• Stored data
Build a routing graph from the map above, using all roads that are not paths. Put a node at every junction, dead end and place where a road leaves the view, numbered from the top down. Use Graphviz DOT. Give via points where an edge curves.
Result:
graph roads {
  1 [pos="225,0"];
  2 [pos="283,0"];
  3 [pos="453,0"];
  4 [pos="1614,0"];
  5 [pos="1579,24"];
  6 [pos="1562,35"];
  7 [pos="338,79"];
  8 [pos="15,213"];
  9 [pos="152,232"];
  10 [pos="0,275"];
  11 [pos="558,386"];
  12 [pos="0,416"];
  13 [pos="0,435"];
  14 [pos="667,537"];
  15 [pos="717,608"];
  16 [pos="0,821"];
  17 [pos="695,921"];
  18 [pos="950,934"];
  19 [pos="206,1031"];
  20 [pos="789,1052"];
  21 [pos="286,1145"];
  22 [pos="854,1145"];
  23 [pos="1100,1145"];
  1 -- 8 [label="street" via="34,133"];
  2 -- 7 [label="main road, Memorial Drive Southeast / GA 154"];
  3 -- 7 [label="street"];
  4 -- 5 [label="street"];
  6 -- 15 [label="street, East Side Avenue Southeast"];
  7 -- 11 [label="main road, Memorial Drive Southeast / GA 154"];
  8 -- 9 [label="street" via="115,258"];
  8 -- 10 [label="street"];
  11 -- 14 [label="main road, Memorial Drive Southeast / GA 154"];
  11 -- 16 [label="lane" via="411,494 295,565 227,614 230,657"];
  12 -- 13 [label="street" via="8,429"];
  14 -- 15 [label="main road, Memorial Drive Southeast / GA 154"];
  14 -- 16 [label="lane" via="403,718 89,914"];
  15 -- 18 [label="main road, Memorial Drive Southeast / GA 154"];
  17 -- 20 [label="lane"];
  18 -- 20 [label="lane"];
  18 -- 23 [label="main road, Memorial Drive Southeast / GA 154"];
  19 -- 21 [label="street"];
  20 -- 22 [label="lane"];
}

• TASK DETAILS
Line by line, retype the data exactly as written.

• RESPONSE
Build a routing graph from the map above, using all roads that are not paths. Put a node at every junction, dead end and place where a road leaves the view, numbered from the top down. Use Graphviz DOT. Give via points where an edge curves.
Result:
graph roads {
  1 [pos="225,0"];
  2 [pos="283,0"];
  3 [pos="453,0"];
  4 [pos="1614,0"];
  5 [pos="1579,24"];
  6 [pos="1562,35"];
  7 [pos="338,79"];
  8 [pos="15,213"];
  9 [pos="152,232"];
  10 [pos="0,275"];
  11 [pos="558,386"];
  12 [pos="0,416"];
  13 [pos="0,435"];
  14 [pos="667,537"];
  15 [pos="717,608"];
  16 [pos="0,821"];
  17 [pos="695,921"];
  18 [pos="950,934"];
  19 [pos="206,1031"];
  20 [pos="789,1052"];
  21 [pos="286,1145"];
  22 [pos="854,1145"];
  23 [pos="1100,1145"];
  1 -- 8 [label="street" via="34,133"];
  2 -- 7 [label="main road, Memorial Drive Southeast / GA 154"];
  3 -- 7 [label="street"];
  4 -- 5 [label="street"];
  6 -- 15 [label="street, East Side Avenue Southeast"];
  7 -- 11 [label="main road, Memorial Drive Southeast / GA 154"];
  8 -- 9 [label="street" via="115,258"];
  8 -- 10 [label="street"];
  11 -- 14 [label="main road, Memorial Drive Southeast / GA 154"];
  11 -- 16 [label="lane" via="411,494 295,565 227,614 230,657"];
  12 -- 13 [label="street" via="8,429"];
  14 -- 15 [label="main road, Memorial Drive Southeast / GA 154"];
  14 -- 16 [label="lane" via="403,718 89,914"];
  15 -- 18 [label="main road, Memorial Drive Southeast / GA 154"];
  17 -- 20 [label="lane"];
  18 -- 20 [label="lane"];
  18 -- 23 [label="main road, Memorial Drive Southeast / GA 154"];
  19 -- 21 [label="street"];
  20 -- 22 [label="lane"];
}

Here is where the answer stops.